Photo: Call My Lawyer (detail), by Jimmy Trotter
Photo: Call My Lawyer (detail), by Jimmy Trotter.
Let’s face it—New York is great, but it’s not Paris. It doesn’t have that beautiful pale stone palette, that uniform low horizon, that radial street layout that gives it a geographical heart, all those brasseries. But Freeman’s Alley, near the Bowery, actually feels just a little bit like Paris, if you squint your eyes to blur the New York coarseness and thin coating of grime. And if you stumble upon it the way I did, it feels all the more magical.
I happened into Mulherin + Pollard gallery at 187 Chrystie Street, where I saw Jimmy Trotter’s exhibition, The Sweetest Kill(through Oct 30), plus an engaging group show, Daydreaming Animals. Trotter uses various media to draw, paint, and layer text and cartoon and pop imagery in serendipitous, yet highly satisfying compositions. It’s like a cross-section of the content of his brain, laid out in plain sight. Your eye is tugged from one image cluster to another, noticing along the way an overlaid geometric structure camouflaged in white. Words process differently than images, so it feels like your brain is being massaged while being fed candy. Another work features a bunch of glued-on pom-poms (Puff Balls) that made me smile. So did Babylon, an installation featuring an shrine of plastic figurines and small toys sheltered within a grotto made of 100+ drawings and scraps.

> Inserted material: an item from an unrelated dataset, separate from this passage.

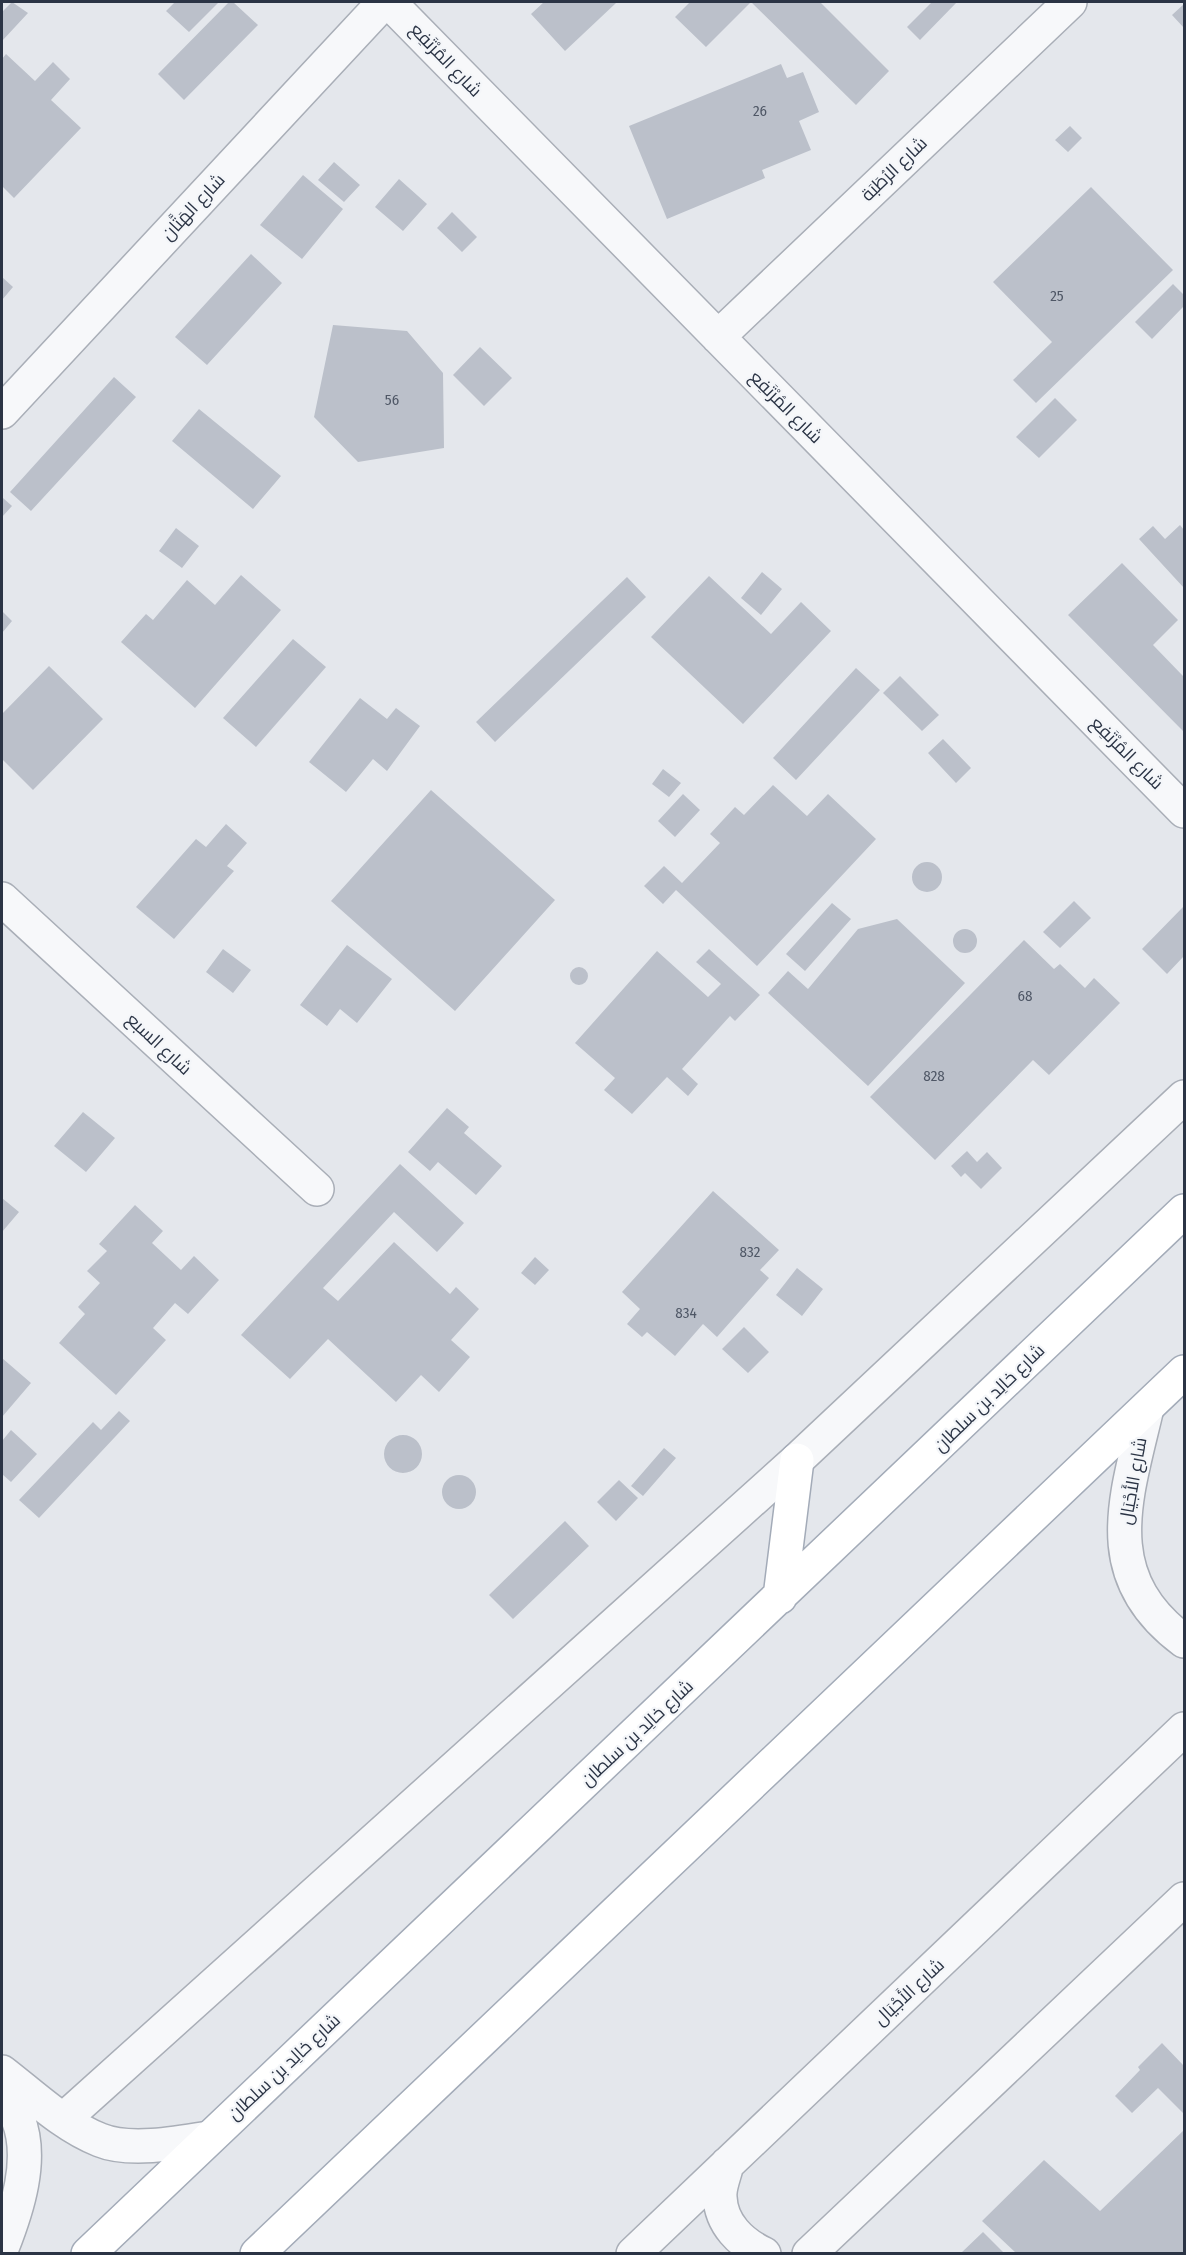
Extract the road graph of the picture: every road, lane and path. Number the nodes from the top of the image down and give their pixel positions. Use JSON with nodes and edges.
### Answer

Daydreaming Animals, the small group show in the back curated by Able Brown and Casey Farnum, included works with animal imagery, many in unexpected media, like cut paper, Polaroids, or t-shirts. The effect was at times enchanting—part fable, dream, and wild imagination, mixed in with flashes of satire and sarcasm.
And I’d been to Freeman’s Alley before, but having no sense of direction, I didn’t realize that Mulherin + Pollard’s back door opens onto it, like the armoire in The Lion, the Witch and the Wardrobe. Outside, groups of people were streaming toward Freeman’s for brunch, and into Freeman’s Sporting Club for a shave. Salon 94 is located there as well, and had up Dzine’s show, Imperial Nail Salon (closed), with lots of shiny, sparkly, sometimes mean art, such as “Middle Finger Rings for Ex-Lovers,” and glistening, seductive works composed of layers of junk jewelry lacquered one shiny color. A chandelier of gold chains was the fitting centerpiece for this gallery, one element in the closest thing we have to a charming Parisian alleyway.